Responsable du service d'ordre, il organise la protection du candidat, répartit les tâches dans une équipe "mixte", insiste-t-il, "pas à parité, mais mixte, nous y tenons", et garde "la porte des chiottes" quand son emploi du temps le lui permet. Il forme aussi les membres de l'équipe. Ceinture noire de karaté, éprouvé aux techniques de surveillance, il met aussi la politique au programme de son groupe, car "toute action est participation au combat politique" et qu'il en va de la logique des choses et de la dignité des hommes de donner sens à ce qu'ils font. Au Parti de gauche, "un militant réfléchit, ne répète pas des slogans". Responsable de l'école de formation des militants, il organise et anime les cycles de réflexions collectives sur des sujets théoriques - intérêts de classe et intérêt général, progrès et décroissance, histoire du mouvement ouvrier... "Quand vous écoutez débattre un écolo libertaire et un marxiste sur la décroissance, c'est passionnant ce que chacun apporte à l'autre."


"Platon aujourd'hui"


Il faut "toujours intellectualiser la pratique", mais "aucune théorie ne vaut hors de son application". Ce qui est difficile, c'est qu'on se place "dans des temporalités différentes", le temps de la réflexion est différent de celui de l'action. Mais réflexion et action doivent être interactives.
Militant à temps complet ?

Non, Benoît Schneckenburger est professeur de philo au lycée Turgot à Paris et à l'université Paris-VIII. Un temps complet d'agrégé qui répond à l'élève curieux de ses responsabilités politiques : "Ouvre ton manuel, Platon, aujourd'hui."


Parents "cathos de gauche", un grand-père au RPR, il a débroussaillé son chemin, est passé par le PS, s'en éloigne au début de l'été 1996, agacé du manque de réaction du parti après l'expulsion de trois cents étrangers sans papiers de l'église Saint-Bernard-de-la-Chapelle, rejoint le syndicalisme "interprofessionnel", car "on ne peut pas être groupusculaire". Dès la création du Parti de gauche, en 2008, il adhère, car il y voit "une perspective cohérente pour le mouvement social".


Insulte


Avant l'enseignement, il a été attaché d'administration centrale, un poste "lucratif", mais coincé dans l'arborescence d'un ministère.

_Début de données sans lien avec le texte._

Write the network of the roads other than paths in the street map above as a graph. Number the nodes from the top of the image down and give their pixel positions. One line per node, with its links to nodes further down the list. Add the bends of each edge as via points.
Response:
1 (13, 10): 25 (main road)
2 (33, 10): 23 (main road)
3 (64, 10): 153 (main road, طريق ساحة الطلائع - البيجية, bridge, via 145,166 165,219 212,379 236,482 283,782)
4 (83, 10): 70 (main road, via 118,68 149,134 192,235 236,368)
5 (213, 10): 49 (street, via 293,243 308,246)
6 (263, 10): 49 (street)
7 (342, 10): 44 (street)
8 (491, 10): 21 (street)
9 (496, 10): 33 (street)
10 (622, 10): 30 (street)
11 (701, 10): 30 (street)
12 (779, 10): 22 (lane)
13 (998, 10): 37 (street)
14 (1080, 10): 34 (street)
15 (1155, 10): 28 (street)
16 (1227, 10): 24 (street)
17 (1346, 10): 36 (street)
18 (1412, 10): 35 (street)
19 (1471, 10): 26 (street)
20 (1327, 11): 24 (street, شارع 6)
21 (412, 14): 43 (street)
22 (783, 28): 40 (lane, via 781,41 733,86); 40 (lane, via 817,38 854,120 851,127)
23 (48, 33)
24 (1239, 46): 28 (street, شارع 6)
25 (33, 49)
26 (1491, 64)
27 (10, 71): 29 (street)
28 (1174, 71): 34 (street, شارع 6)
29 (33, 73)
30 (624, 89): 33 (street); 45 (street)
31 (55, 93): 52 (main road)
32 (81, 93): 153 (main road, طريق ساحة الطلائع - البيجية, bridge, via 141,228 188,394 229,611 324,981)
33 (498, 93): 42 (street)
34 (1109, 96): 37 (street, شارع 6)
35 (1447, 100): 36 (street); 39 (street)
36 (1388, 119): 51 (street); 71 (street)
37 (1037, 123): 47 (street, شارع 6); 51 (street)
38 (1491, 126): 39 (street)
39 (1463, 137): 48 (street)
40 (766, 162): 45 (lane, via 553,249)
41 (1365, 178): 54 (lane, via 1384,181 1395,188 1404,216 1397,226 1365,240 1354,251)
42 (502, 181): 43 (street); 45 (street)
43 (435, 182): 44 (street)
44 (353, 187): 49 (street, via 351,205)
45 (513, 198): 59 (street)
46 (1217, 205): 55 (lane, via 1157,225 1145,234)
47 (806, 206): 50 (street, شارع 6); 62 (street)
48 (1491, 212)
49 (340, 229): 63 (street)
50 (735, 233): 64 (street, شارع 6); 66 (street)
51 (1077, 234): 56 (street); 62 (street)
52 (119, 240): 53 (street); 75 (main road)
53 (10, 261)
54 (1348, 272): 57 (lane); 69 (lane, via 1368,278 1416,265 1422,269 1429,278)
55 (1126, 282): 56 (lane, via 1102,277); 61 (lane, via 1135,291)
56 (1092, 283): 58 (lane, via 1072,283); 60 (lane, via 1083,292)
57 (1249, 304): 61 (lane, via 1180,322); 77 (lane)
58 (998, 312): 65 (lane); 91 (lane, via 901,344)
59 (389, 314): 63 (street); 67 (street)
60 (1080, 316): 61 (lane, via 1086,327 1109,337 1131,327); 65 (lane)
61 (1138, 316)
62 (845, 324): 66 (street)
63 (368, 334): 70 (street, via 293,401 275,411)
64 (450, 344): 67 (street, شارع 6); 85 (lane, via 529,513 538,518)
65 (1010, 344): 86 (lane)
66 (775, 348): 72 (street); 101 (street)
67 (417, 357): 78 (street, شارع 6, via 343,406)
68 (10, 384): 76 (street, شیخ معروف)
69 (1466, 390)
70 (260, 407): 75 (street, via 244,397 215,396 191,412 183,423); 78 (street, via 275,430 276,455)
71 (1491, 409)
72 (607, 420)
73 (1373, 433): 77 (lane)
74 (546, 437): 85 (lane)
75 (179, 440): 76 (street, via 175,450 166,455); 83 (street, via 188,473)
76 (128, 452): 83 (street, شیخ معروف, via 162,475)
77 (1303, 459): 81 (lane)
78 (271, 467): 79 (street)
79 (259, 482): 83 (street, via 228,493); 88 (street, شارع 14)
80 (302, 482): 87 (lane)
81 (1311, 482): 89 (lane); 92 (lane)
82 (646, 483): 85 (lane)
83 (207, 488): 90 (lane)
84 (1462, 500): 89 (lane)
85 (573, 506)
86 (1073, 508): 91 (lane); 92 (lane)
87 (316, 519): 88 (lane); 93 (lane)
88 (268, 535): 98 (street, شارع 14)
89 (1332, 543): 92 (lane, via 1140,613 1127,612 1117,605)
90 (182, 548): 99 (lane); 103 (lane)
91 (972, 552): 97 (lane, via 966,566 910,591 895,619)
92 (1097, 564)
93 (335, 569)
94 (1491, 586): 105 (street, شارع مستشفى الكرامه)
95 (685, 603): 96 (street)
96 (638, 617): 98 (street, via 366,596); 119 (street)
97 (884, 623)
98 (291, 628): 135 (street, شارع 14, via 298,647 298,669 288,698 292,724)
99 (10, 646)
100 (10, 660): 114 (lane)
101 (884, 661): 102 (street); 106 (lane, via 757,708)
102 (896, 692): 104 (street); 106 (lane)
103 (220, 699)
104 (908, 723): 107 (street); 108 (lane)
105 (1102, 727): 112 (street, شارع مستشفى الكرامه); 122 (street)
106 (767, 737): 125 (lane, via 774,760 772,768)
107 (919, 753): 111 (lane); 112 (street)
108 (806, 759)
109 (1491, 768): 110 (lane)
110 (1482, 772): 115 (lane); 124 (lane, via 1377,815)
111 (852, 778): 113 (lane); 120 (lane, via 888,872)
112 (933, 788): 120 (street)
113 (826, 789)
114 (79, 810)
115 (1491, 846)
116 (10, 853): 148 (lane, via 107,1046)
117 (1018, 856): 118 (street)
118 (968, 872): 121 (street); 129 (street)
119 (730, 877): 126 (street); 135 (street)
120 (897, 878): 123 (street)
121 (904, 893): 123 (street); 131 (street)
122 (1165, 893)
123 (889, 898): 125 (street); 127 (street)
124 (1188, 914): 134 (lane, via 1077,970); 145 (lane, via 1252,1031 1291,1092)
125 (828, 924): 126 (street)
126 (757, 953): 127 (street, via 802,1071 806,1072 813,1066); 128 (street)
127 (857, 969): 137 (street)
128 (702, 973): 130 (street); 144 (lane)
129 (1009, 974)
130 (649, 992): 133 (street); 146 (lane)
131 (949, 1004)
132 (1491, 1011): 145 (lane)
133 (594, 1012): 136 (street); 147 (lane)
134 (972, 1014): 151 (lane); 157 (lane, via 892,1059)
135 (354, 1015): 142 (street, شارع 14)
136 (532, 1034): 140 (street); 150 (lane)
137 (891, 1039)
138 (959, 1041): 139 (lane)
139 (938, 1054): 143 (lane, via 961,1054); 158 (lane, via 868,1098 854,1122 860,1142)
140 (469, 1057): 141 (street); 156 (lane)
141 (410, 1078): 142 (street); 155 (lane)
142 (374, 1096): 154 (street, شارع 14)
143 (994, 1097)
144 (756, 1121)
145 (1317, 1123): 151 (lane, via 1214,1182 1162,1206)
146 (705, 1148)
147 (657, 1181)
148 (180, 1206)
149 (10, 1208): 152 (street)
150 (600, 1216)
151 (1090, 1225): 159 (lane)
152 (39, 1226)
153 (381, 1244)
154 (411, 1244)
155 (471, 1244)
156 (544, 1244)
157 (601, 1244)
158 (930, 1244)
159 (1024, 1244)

Alors, il prépare les concours de philosophie "en autodidacte", capes, agrégation, puis doctorat. La philosophie le passionne, il pense le présent en le confrontant aux textes. Son dernier livre est sur la table, Le populisme, le fantasme des élites. "Déjà dans la Grèce antique on se désolait du décalage entre l'opinion et le pouvoir, des impasses de la vie de la Cité... Déjà Jean Bodin au XVIe siècle parlait de populace à mater à coups de bâton, il n'y a rien de nouveau aujourd'hui à utiliser le mot populisme comme une insulte"...


Cet homme pressé a une dernière fonction auprès de son mentor : la compagnie philosophique. "Après les moments de fortes tensions, comme les meetings, pour nous détendre, nous discutons, avec Jean-Luc Mélenchon, de n'importe quel sujet, de matérialisme aléatoire par exemple. C'est un homme éclectique, vous savez, un homme des Lumières." On imagine ces deux silhouettes devisant sous le portique des stoïciens. "Il est passionné par la transmission, la diffusion du savoir, et très attaché à la curiosité intellectuelle."

Ces mots-là, Benoît Schneckenburger les utilise aussi pour décrire son propre engagement.